* [Material provided]:
§ §
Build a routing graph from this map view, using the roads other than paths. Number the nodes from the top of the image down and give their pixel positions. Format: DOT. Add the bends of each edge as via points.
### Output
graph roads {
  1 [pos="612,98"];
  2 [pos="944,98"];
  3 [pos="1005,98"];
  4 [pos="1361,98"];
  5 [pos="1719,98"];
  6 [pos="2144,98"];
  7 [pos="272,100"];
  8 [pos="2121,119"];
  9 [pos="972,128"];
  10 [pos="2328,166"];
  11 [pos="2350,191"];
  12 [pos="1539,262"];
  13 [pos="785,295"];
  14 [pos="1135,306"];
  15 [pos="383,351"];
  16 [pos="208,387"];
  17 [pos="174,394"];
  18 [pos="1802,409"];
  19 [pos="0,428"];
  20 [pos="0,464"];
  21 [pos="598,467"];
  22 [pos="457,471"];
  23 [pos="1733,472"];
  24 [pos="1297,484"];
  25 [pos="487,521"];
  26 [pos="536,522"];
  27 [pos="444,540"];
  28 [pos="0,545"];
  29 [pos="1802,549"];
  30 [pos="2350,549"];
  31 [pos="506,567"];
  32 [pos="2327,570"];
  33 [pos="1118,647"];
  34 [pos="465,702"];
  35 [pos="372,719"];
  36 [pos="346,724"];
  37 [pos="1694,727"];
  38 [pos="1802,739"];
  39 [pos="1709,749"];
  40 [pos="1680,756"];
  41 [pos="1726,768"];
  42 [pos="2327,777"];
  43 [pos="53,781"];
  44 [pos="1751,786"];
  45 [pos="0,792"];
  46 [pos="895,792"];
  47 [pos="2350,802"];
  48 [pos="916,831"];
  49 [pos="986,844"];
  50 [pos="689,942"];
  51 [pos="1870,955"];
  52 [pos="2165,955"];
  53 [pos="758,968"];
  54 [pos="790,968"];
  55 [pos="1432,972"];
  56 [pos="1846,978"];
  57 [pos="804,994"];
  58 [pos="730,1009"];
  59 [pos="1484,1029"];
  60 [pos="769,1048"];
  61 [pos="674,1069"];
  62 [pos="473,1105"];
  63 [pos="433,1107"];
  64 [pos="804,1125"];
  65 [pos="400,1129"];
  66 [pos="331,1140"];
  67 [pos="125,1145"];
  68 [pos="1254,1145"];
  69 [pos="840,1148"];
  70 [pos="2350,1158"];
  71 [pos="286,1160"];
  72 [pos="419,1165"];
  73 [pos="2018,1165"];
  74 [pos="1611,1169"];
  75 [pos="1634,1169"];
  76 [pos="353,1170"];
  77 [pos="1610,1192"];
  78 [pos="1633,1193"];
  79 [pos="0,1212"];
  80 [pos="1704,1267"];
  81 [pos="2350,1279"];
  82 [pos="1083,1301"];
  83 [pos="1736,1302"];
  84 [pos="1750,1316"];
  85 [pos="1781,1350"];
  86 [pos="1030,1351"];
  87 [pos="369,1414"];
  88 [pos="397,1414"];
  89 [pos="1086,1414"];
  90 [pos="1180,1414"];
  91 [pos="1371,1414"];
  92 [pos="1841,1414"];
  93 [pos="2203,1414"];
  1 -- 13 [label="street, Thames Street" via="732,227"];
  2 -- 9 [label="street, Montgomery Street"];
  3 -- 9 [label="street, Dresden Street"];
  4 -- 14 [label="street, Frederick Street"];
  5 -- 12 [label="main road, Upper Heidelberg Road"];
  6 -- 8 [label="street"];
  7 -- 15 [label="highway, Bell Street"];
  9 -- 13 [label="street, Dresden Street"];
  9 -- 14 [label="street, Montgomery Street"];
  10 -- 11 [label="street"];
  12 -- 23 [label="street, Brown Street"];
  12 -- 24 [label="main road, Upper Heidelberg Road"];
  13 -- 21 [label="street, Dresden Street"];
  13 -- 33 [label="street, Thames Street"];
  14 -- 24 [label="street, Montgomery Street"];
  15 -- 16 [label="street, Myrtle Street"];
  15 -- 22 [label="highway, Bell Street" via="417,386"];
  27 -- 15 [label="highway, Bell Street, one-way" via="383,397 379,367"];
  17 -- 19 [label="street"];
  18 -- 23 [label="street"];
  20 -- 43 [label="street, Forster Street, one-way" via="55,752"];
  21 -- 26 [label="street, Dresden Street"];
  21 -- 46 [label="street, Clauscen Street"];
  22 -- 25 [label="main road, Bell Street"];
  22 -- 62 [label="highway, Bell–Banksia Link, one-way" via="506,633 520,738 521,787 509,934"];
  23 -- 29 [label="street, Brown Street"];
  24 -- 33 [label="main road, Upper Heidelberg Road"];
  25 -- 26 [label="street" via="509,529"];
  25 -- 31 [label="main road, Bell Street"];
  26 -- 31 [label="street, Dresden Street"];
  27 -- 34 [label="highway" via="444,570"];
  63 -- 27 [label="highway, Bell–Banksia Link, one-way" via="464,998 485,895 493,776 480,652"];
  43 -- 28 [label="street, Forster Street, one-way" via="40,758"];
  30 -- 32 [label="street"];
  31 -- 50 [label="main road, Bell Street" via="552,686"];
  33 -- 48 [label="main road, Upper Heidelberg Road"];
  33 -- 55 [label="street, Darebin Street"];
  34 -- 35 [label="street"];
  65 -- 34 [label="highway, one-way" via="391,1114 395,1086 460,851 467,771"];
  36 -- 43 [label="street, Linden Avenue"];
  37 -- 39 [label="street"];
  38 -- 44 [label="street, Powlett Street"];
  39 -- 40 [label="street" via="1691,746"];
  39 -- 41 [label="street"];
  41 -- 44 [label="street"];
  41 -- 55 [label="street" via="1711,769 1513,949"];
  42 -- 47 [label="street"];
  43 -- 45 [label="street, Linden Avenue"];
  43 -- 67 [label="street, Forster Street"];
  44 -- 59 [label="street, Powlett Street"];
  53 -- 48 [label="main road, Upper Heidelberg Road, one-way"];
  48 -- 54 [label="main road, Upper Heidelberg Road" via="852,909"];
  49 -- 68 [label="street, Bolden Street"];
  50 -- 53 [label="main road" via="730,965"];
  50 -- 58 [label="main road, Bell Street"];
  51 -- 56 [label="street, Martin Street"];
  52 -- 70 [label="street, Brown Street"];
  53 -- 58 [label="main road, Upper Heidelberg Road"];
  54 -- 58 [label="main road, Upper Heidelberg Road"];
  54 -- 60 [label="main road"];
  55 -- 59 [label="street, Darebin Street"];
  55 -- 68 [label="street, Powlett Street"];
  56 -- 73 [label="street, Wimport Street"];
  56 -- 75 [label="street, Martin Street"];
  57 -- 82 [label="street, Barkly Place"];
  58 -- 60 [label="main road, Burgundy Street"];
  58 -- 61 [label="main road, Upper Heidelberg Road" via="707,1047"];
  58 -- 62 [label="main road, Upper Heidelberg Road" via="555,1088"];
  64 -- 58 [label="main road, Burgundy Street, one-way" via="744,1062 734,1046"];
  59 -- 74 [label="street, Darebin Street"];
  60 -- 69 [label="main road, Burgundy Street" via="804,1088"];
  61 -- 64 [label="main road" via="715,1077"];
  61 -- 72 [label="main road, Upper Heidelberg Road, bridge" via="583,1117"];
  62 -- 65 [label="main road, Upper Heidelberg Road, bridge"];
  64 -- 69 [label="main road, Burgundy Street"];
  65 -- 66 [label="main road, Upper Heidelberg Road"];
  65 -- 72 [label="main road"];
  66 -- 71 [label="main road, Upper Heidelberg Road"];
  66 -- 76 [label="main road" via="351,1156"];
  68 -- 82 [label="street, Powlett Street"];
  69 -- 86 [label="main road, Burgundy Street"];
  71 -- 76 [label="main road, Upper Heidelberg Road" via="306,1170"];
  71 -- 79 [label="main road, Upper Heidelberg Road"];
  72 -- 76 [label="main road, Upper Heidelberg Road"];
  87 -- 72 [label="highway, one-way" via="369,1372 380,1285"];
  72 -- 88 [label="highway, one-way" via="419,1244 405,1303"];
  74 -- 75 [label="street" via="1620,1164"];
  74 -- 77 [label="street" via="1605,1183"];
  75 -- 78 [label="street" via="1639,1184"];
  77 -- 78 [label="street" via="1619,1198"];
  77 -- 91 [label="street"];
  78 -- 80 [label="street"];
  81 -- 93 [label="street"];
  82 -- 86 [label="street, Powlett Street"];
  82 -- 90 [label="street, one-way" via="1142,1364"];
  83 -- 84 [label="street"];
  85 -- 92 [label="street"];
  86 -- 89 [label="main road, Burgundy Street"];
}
§ §
* [Your objective]:
Search the records for the word "bridge" and return every line that holds it.

* [Task solution]:
  61 -- 72 [label="main road, Upper Heidelberg Road, bridge" via="583,1117"];
  62 -- 65 [label="main road, Upper Heidelberg Road, bridge"];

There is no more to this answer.